Depois da apertadíssima vitória de Luis Lacalle Pou no Uruguai, é pertinente submeter a América Latina a uma radiografia urgente. Assim, poderemos ver com maior clareza o cenário ideológico e geopolítico que acaba de ser desenhado no período final de 2019, o que pode ser útil para tentar prognósticos quanto ao que pode acontecer em 2020.
Com invejável tranquilidade, em contraste com o restante da região, o candidato direitista Luis Lacalle Pou conseguiu uma vitória apertada que pôs fim a 15 anos de progressismo em Montevidéu, ainda que sem a folga prevista nas pesquisas. Esse cenário o obrigará a uma busca de consenso com uma esquerda que soube se conduzir no poder, no Uruguai, e lutará por mantê-lo.
Não obstante, a promessa de ordem e segurança, unida a uma agenda econômica de austeridade fiscal e maior participação do setor privado, formaram a receita bem-sucedida que confere margem de manobra ao presidente eleito. Com isso, Lacalle se une a Jair Bolsonaro, o presidente do Brasil, e a Jeanine Áñez, presidente interina da Bolívia, para inclinar para o lado oposto a balança política e econômica em três países que foram governados pela esquerda por boa parte do século 21.
A renúncia de Evo Morales voltou a dividir a região entre aqueles que consideram que o sucedido foi um golpe de Estado e aqueles que a veem como resultado do atropelamento constitucional realizado pelo ex-presidente. Se bem a polêmica persista, o papel das Forças Armadas bolivianas merece destaque; somadas ao discurso religioso, elas se converteram na antítese programática do progressismo indigenista do regime de Morales.
A direita boliviana parece ter seguido o libreto de Bolsonaro, que soube criar um personagem que combina o atrevimento característico dos “trolls” de internet a um discurso polarizador e conservador.
A libertação do ex-presidente Luiz Inácio Lula da Silva reinseriu a esquerda na batalha política. O lulismo pode enfraquecer Bolsonaro, que ainda não conseguiu implementar as medidas mais controversas – e atraentes para seu eleitorado – da agenda que o levou ao poder.
Em todo caso, a estabilidade e êxito de Bolsonaro tiveram por origem a capacidade de manter a união de seus seguidores mais recalcitrantes, fundamentais para uma mobilização eleitoral.
Olhando na direção do Pacífico, o Equador e o Chile enfrentam crises de proporções extraordinárias, que obrigaram nos dois casos a uma revisão do contrato social que amarra as relações de poder e a ordem legal em ambas as latitudes.

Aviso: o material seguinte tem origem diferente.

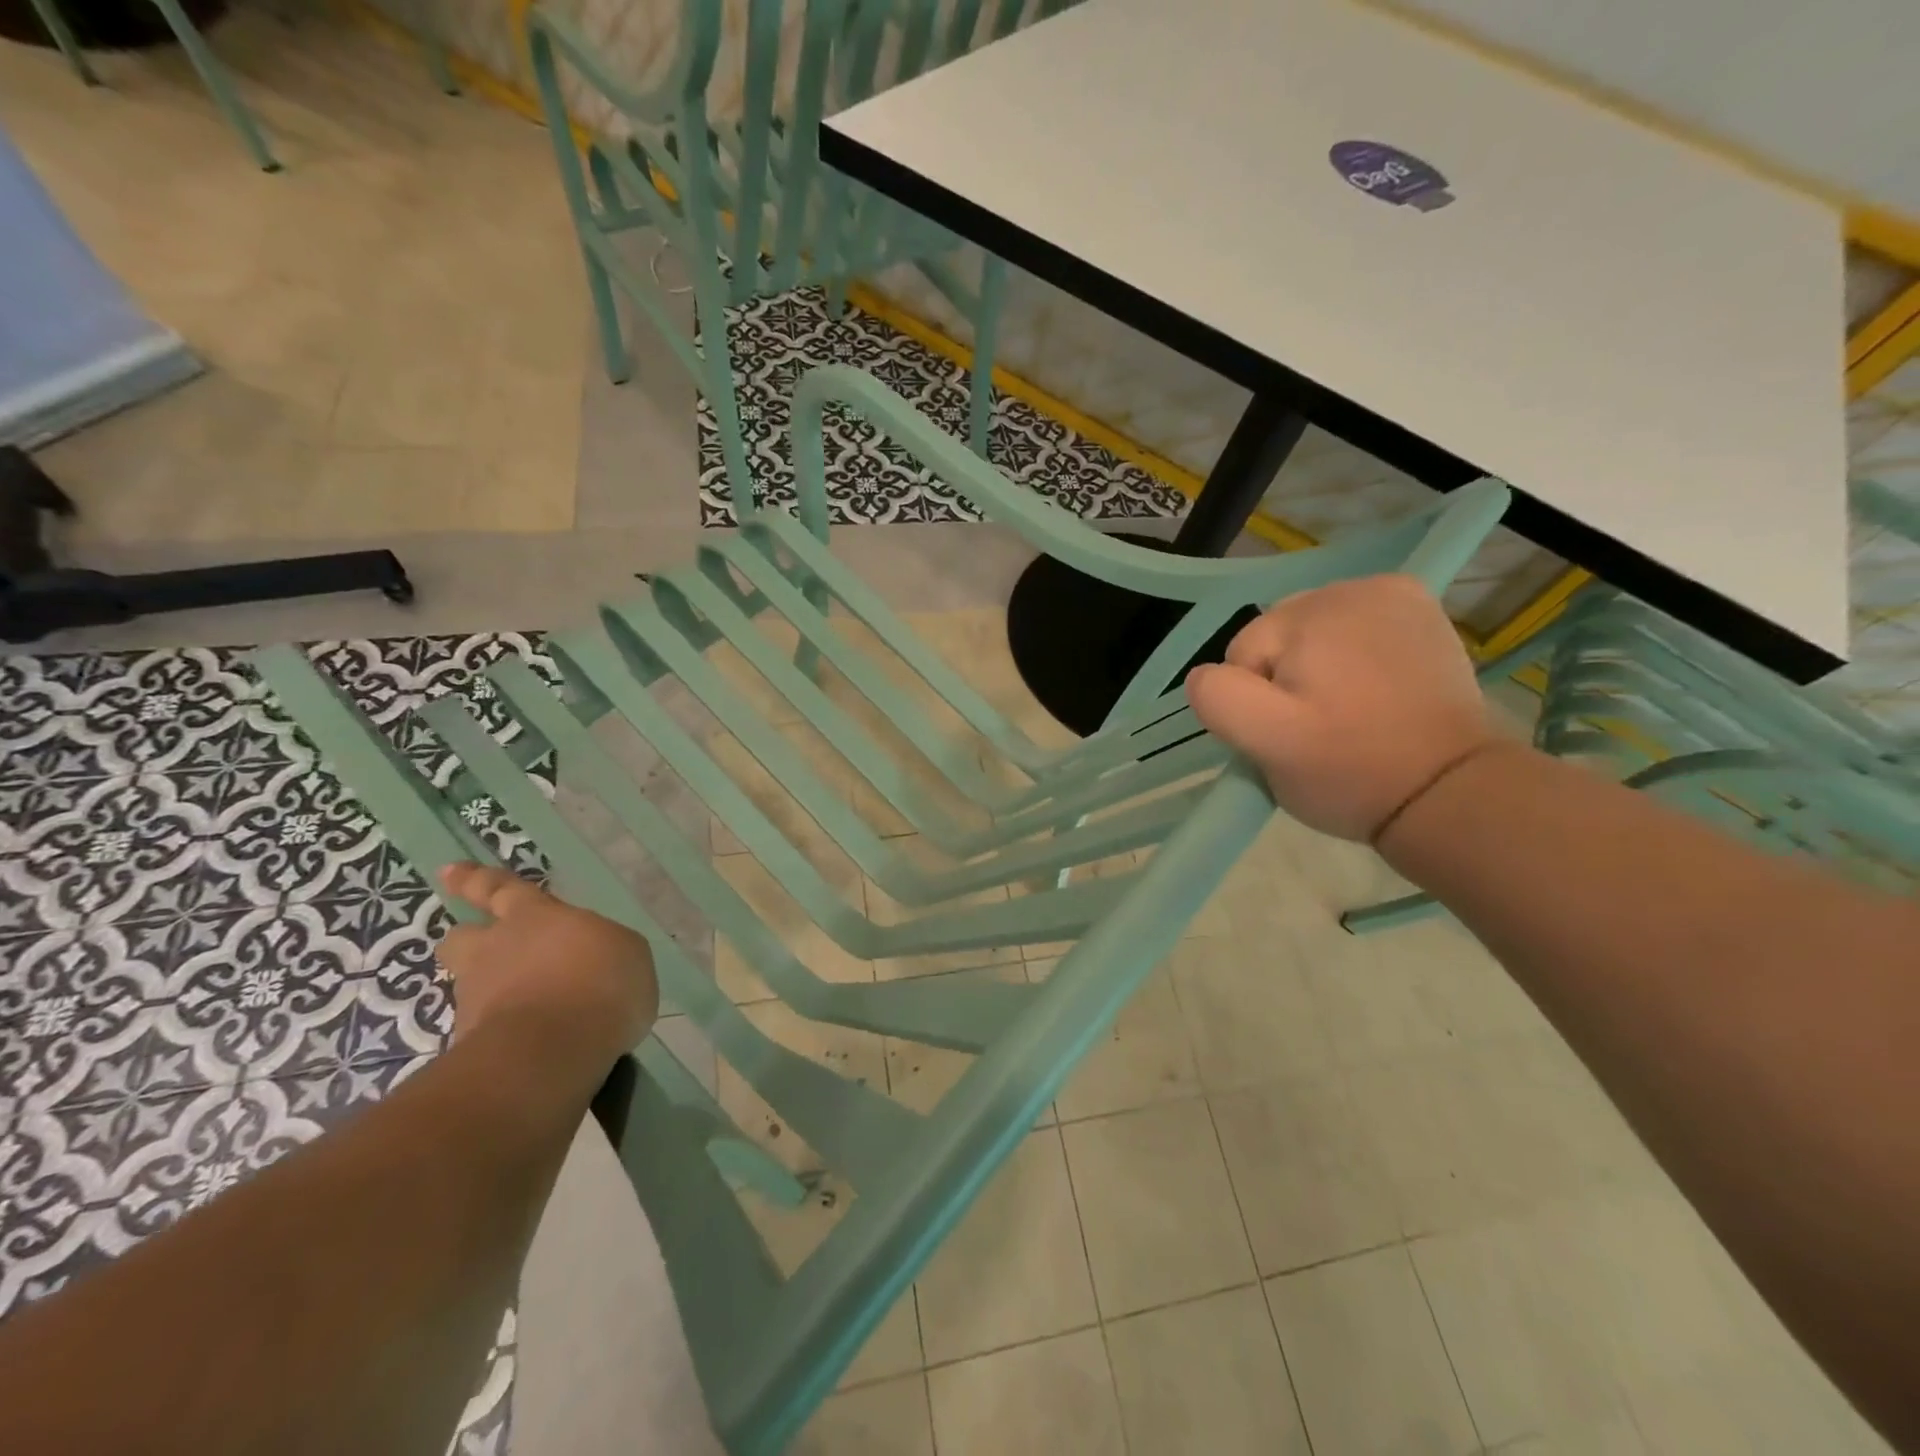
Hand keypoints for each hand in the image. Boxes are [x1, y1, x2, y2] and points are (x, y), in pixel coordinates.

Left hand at [436, 864, 658, 1073]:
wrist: (551, 1051)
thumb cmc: (600, 983)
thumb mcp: (627, 953)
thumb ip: (602, 950)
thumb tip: (593, 960)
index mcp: (535, 917)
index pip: (501, 890)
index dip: (477, 880)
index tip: (449, 871)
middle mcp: (497, 950)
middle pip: (464, 937)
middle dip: (469, 937)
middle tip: (481, 944)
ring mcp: (478, 998)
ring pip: (471, 984)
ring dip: (490, 990)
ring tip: (522, 1007)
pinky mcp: (472, 1043)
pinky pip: (487, 1028)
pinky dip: (504, 1031)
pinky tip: (532, 1044)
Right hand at [1185, 574, 1499, 841]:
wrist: (1451, 794)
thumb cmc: (1350, 770)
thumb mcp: (1265, 742)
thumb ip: (1219, 696)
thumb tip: (1208, 675)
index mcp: (1314, 612)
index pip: (1243, 653)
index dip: (1255, 702)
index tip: (1294, 736)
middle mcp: (1356, 587)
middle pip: (1279, 638)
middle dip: (1285, 680)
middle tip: (1319, 728)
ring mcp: (1397, 597)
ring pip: (1314, 635)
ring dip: (1316, 670)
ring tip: (1348, 713)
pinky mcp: (1423, 615)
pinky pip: (1355, 631)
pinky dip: (1351, 658)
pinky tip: (1371, 691)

Mesmo assim, é incorreto afirmar que a mobilização em ambos os países esteja sendo dirigida pela esquerda. Mais precisamente, as demandas equatorianas e chilenas conseguiram permear o tecido social ao longo do espectro ideológico e socioeconômico, o que resultou em ações tardias dos presidentes Lenin Moreno e Sebastián Piñera, ambos identificados como de direita. Nos dois casos, as crises podem gerar oportunidades para que o progressismo tente voltar ao poder o mais rápido possível.
Da mesma maneira, a Colômbia se somou à onda de descontentamento que abala o continente, com protestos de um volume inédito em décadas. Dessa forma, o retorno de uma liderança progressista à Prefeitura de Bogotá pode ser o prelúdio do cenário eleitoral que o governo do uribista Iván Duque terá de enfrentar.
Se a prefeita Cláudia López conseguir combinar a luta contra a corrupção a uma agenda de liberalismo social e apoio ao processo de paz com as Forças Armadas Revolucionárias da Colômbia (Farc), ao qual Duque se opõe, os esquerdistas colombianos poderiam pensar em chegar à Presidência pela primeira vez na história do país.
Os analistas concordam que o Peru escapou de viver uma explosão social graças à popular decisão de dissolver o Congresso adotada pelo presidente Martín Vizcarra. A vantagem de Vizcarra tem por fundamento os erros, e supostos delitos, que seus rivais políticos cometeram no passado.
Mesmo assim, a libertação de Keiko Fujimori, que saiu da prisão no começo da semana, mudará a dinâmica política logo antes das eleições legislativas que estão marcadas para janeiro. Além disso, a população critica o que parece ser uma falta de ideias, da parte de um presidente que já não tem oponentes a quem culpar pelo que faça ou deixe de fazer.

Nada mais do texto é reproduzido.